When the other link is pressed, the rendering of the second model appears, and the first collapses. (see the links section of the wiki) .  

When the first link is pressed again, since the former was a GET request, if it is cached by the appropriate directives, there will not be a call again to the server. The fragment will be read from the browser's HTTP cache.

That is how  MFlow can perform the caching that the Javascript frameworks do with heavy HTML5 API programming

MFlow has the setHttpHeader  call that, as the name tells, set the HTTP header directives. 

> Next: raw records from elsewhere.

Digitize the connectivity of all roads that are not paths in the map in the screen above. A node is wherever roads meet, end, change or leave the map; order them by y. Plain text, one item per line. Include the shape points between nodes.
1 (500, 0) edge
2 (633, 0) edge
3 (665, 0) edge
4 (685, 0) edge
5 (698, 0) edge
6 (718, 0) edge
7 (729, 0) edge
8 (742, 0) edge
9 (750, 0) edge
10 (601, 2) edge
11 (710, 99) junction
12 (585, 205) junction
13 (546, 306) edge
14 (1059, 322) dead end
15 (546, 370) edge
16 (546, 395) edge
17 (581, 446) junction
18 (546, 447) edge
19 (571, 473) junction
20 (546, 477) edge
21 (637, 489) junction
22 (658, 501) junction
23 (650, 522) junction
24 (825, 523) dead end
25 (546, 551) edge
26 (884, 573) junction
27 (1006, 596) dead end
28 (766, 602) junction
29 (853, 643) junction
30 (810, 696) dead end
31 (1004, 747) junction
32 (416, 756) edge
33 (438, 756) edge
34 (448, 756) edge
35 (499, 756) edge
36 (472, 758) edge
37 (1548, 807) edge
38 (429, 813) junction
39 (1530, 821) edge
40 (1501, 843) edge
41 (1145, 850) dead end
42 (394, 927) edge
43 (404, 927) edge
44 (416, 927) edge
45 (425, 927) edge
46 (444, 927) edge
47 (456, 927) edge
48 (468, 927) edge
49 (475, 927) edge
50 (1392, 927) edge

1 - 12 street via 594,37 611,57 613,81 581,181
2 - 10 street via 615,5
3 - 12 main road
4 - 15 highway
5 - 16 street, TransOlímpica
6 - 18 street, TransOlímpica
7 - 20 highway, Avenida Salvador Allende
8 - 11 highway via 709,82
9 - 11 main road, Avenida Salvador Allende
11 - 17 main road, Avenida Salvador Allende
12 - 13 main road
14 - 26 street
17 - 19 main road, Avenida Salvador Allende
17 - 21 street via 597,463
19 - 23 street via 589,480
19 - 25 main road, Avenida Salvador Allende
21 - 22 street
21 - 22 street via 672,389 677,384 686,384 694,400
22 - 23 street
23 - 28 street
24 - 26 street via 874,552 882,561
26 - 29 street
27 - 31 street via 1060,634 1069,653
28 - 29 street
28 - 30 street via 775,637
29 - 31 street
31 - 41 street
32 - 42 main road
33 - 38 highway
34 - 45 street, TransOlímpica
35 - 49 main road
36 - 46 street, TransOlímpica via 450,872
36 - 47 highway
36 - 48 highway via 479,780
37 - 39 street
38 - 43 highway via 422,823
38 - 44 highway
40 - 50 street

setHttpHeader :: MonadState (MFlowState view) m
            => ByteString -- ^ name
           -> ByteString -- ^ value
           -> m ()

It is session-wide, so if you can put it at the beginning of the session. You can change it afterwards whereever you like. 

For example, this site now has a directive:

       setHttpHeader "Cache-Control" "public, max-age=300"
This caching permits the options on the cascade menu on the demo to be filled without invoking repeated roundtrips to the server.

http://mflowdemo.herokuapp.com

More fine control on HTTP caching will be developed. A component-based framework like this can mix pieces with different inherent caching needs: A widget that show private information inside a general container widget with less restrictive policy must respect the more restrictive directive automatically.